Das Konzept des einheitlichen Gesundheitsansatzes (One Health) ist nicht neu, doch in den letzten Jahren hat es immer mehr an Bedeutung gewonnen. Der Ansatz – bei dem der Zusammenhang zwischen der Gesundheit von Menschen, Tieren und Ökosystemen im Mittelpunkt steht – ist zukunftsweisend, da wir in der Europäischen Region der WHO eine Zunahme von Zoonosen (wie etwa COVID-19, Vogelgrippe und Mpox) beobachten. Was genau sollten wir also über den einheitlichen Gesundheitsansatz wissen? Und inwiefern unterstützt WHO/Europa die Länder in ganz Europa und Zentralasien dabei, den einheitlichen Gesundheitsansatz in die Praxis umzusetzen?

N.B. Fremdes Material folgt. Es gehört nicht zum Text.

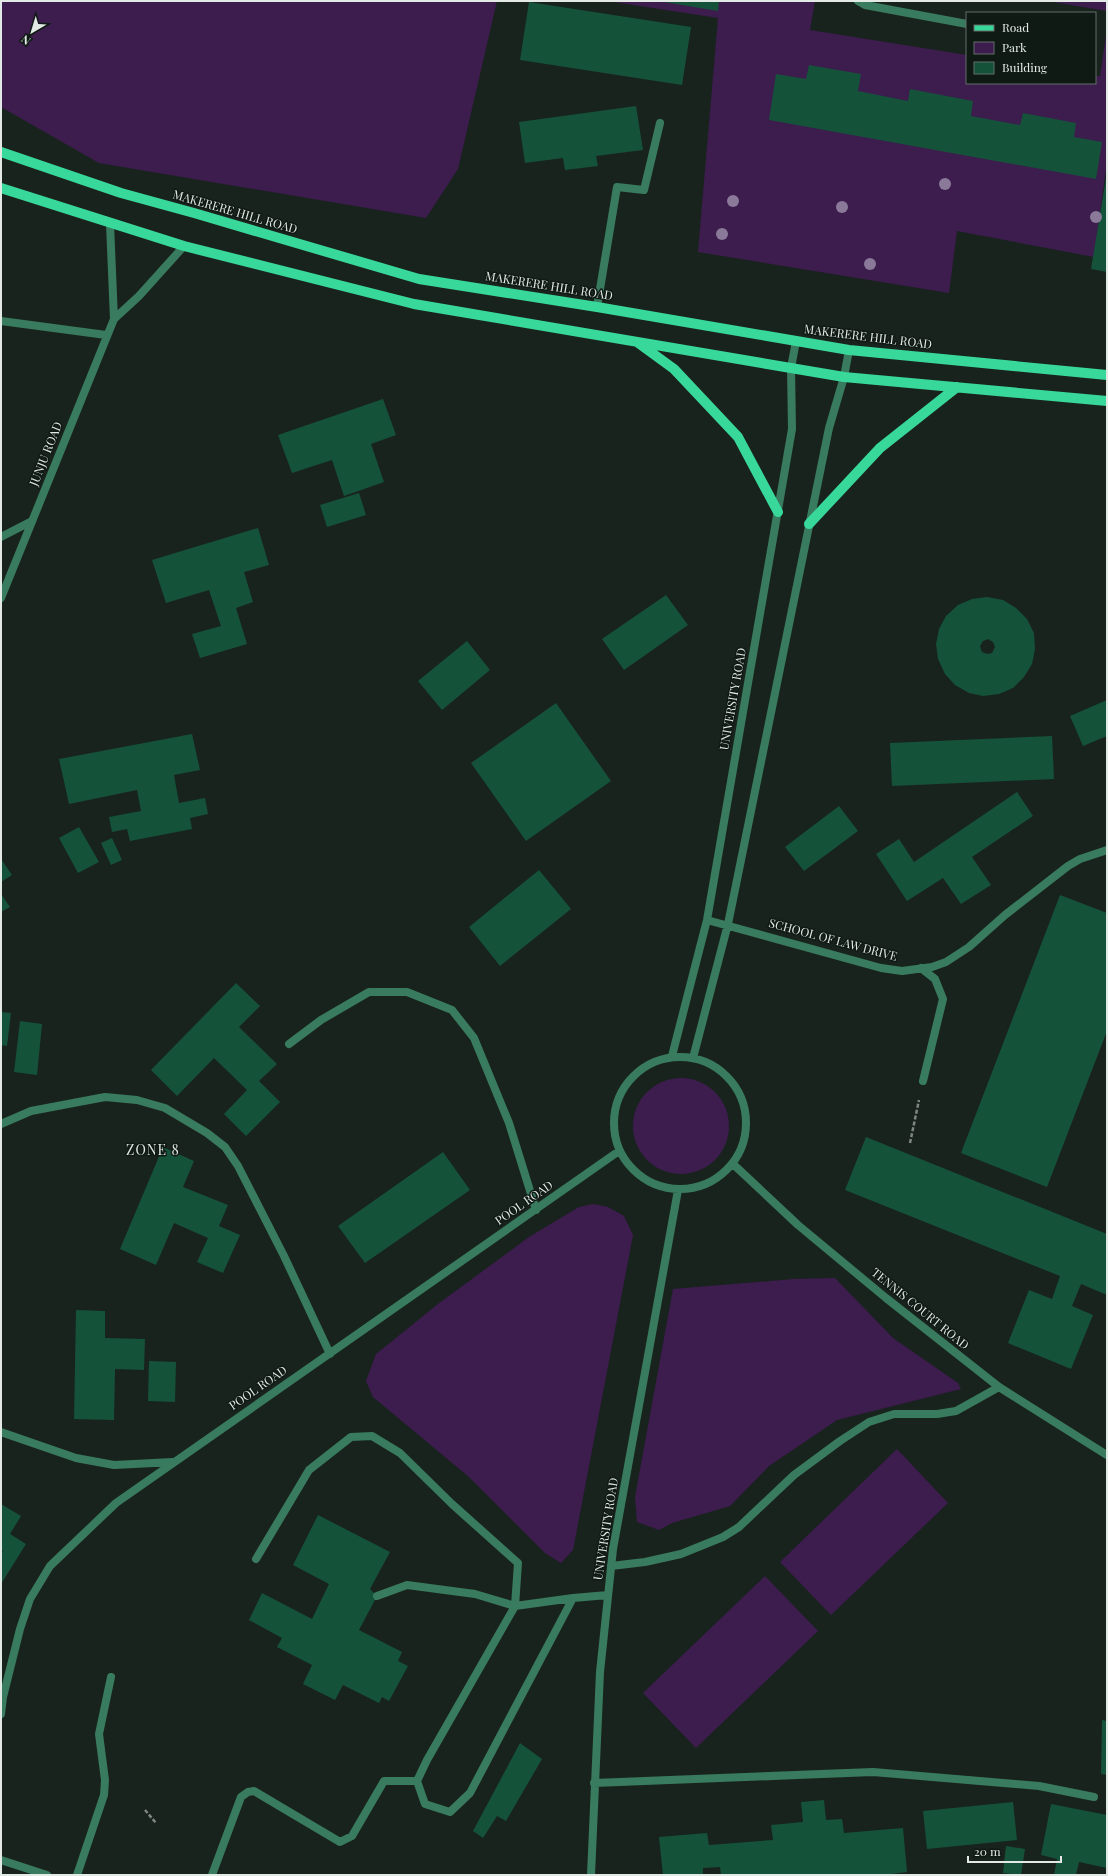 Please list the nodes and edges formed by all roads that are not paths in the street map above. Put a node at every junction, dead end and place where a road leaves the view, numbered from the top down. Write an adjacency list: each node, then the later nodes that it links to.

Im Folgenden werden fünf wissenswerte Dinge zum einheitlichen Gesundheitsansatz in der Europäischen Region der WHO dargelegt.
1. Die Gesundheit von Menschen, Tieren und Ökosystemen ist eng miteinander verknüpft.
Weltweit gehen sechs von zehn neu entstehenden Infektionskrankheiten beim Menschen ursprünglich auf Tiere zurück – Wild- wie auch Haustiere. In den letzten drei Jahrzehnten wurden mehr als 30 neue menschliche Erreger entdeckt, von denen 75 % ihren Ursprung in Tieren hatten.
Dieser Zusammenhang zwischen der Gesundheit von Mensch und Tier wird sich angesichts des Wachstums der menschlichen Bevölkerung und ihres Vordringens in neue Gebiete, wo sie in engerem Kontakt zu Tieren leben, nur verschärfen. Die klimatischen Veränderungen und die Landnutzung begünstigen die Ausbreitung von Zoonosen und Vektorkrankheiten. Zudem verbreiten sich Krankheiten infolge des zunehmenden weltweiten Handels und Reiseverkehrs schneller.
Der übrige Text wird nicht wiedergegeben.